Die nackten Zahlen sprechen eine deutliche Sprache:

Der Punkteschnitt von Tuchel liegt nach 13 Pflichtspielen bei 1,54, der von Julian Nagelsmann lag bei 2,16 und damit noch vor den Legenden Ottmar Hitzfeld (2,15), Jupp Heynckes (2,08) und Udo Lattek (2,07). Schlechter als Tuchel schnitt nur Sören Lerby ab (1,18).

Das war in der Saison 1991/92 – vor mehr als 30 Jahren.

Und mit der Preisfrage: Welchen Platz belegten die Bayern in dieser Saison, kann man – wenn alle Handys „offline“ (aus) sind – einen kostenlosen Abend an der Theke verbringen.

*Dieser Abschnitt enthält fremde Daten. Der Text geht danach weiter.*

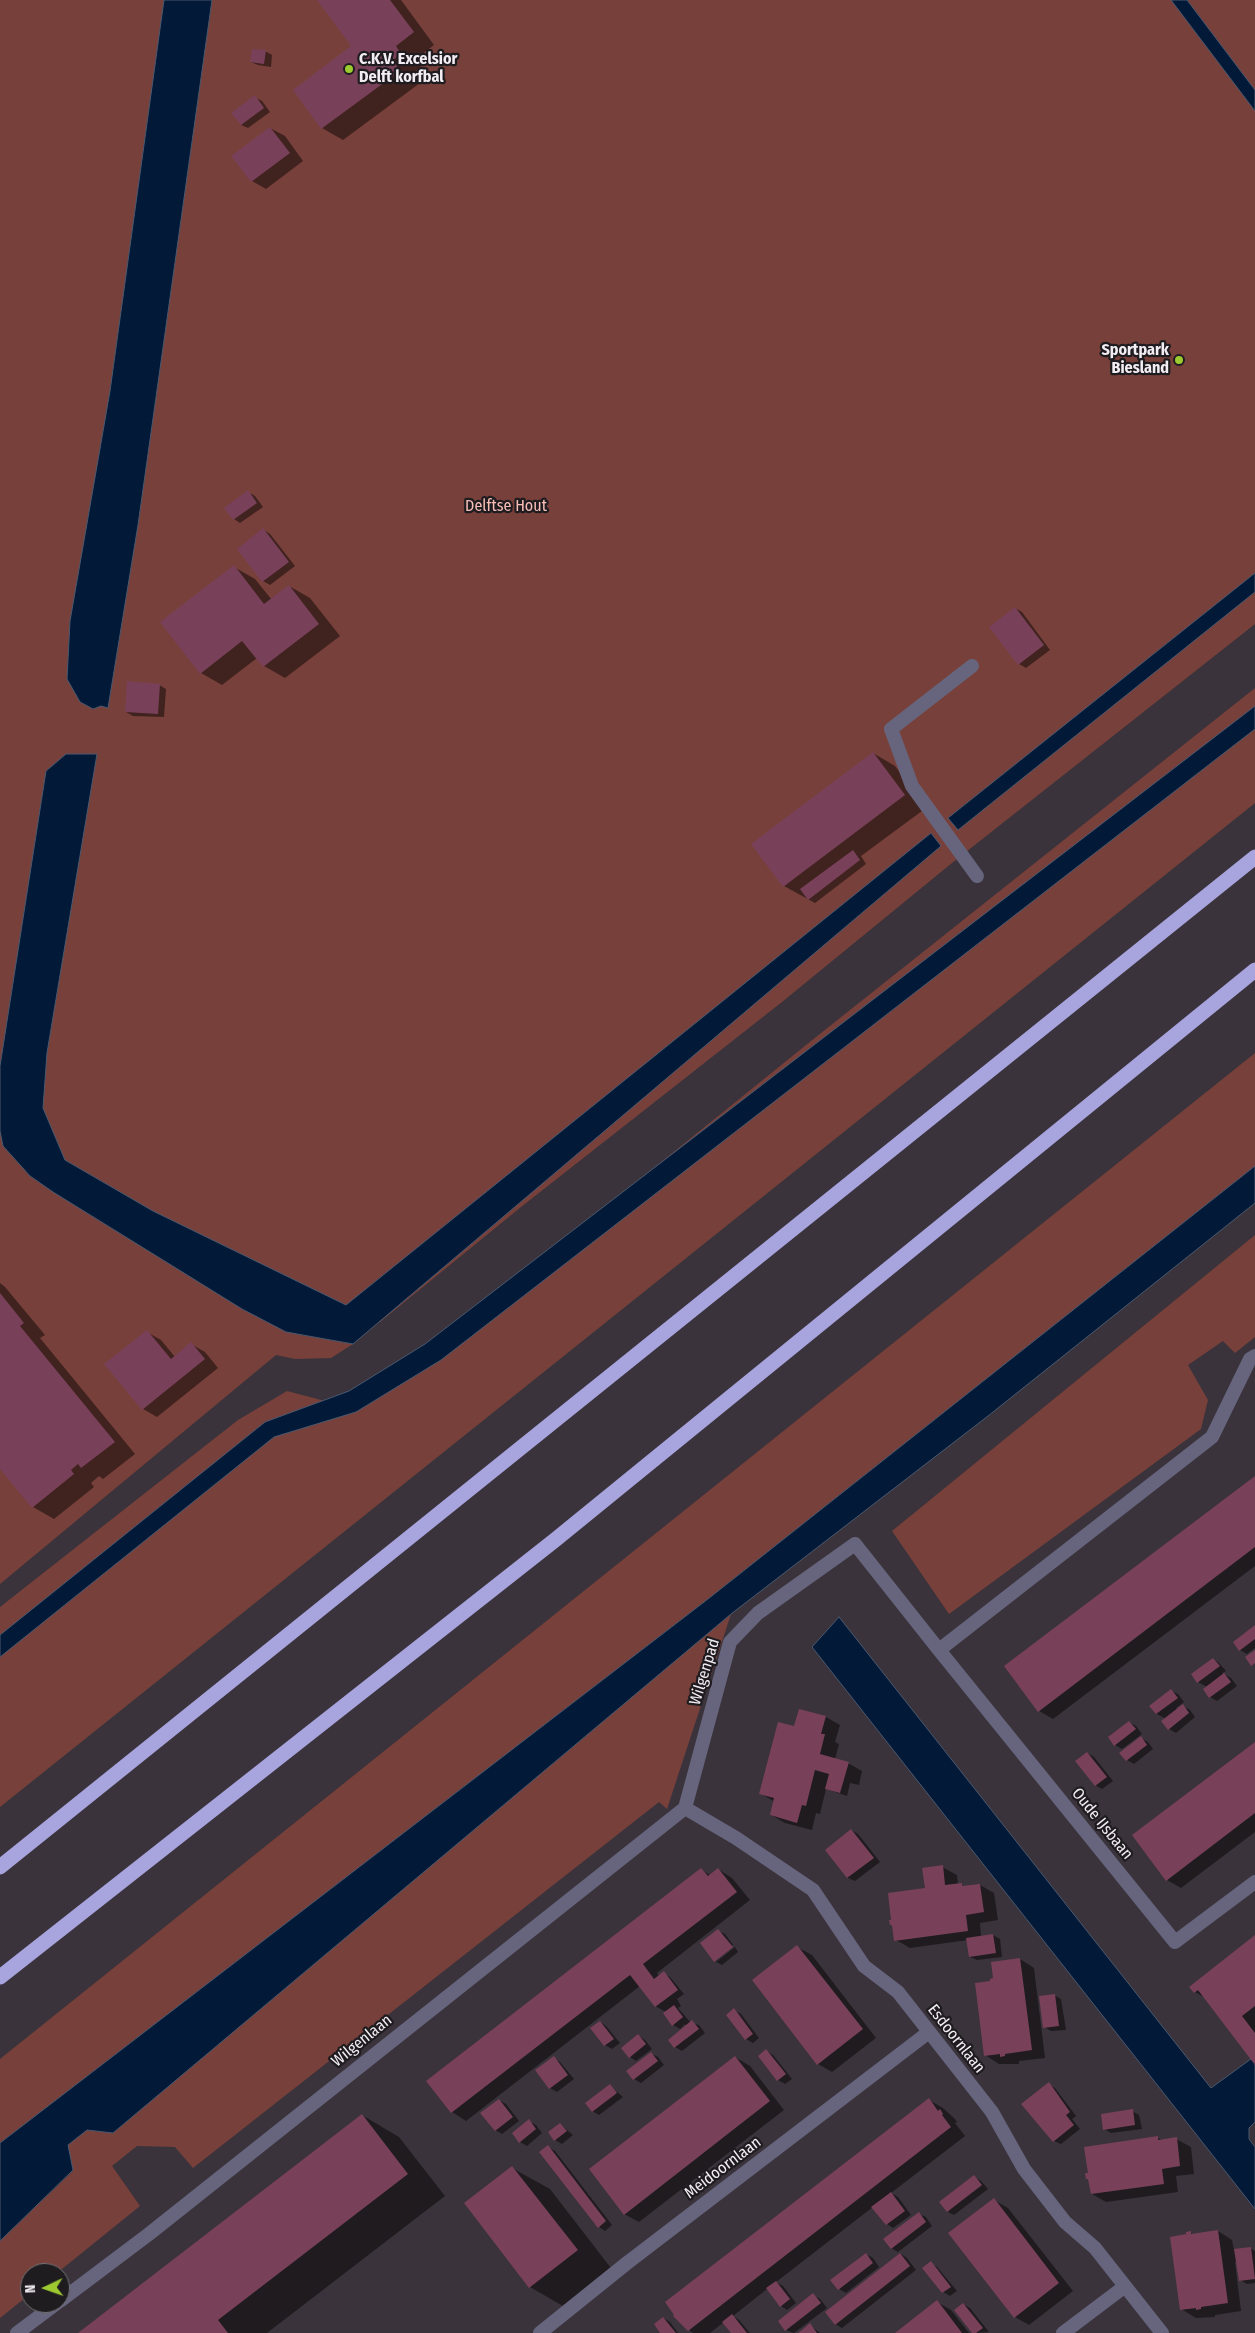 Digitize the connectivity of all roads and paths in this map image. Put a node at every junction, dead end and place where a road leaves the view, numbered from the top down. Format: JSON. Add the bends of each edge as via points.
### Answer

Ich kenne viele, die nichts gegen eine Wiederholung der Geschichte hätten. Allerdings sorgen 5 der ersten 12 Mannschaften in dieser historischen Saison dafür, dass wir wieder einmal von der stärksten 2. Liga aller Zeiten sprechen. Allesamt Traditionsvereine, die heute auch dort stehen könnten, wo die Bayern stehen, wenn dort vor 35 Jahren  zufällig ein Uli Hoeneß den Manager-Job übernommen hätte.

Um so mehr wundert es mich, dass in München jetzt das Geld aus dem Fenster geschmissen wird, als gäbe es kein Morgen mehr.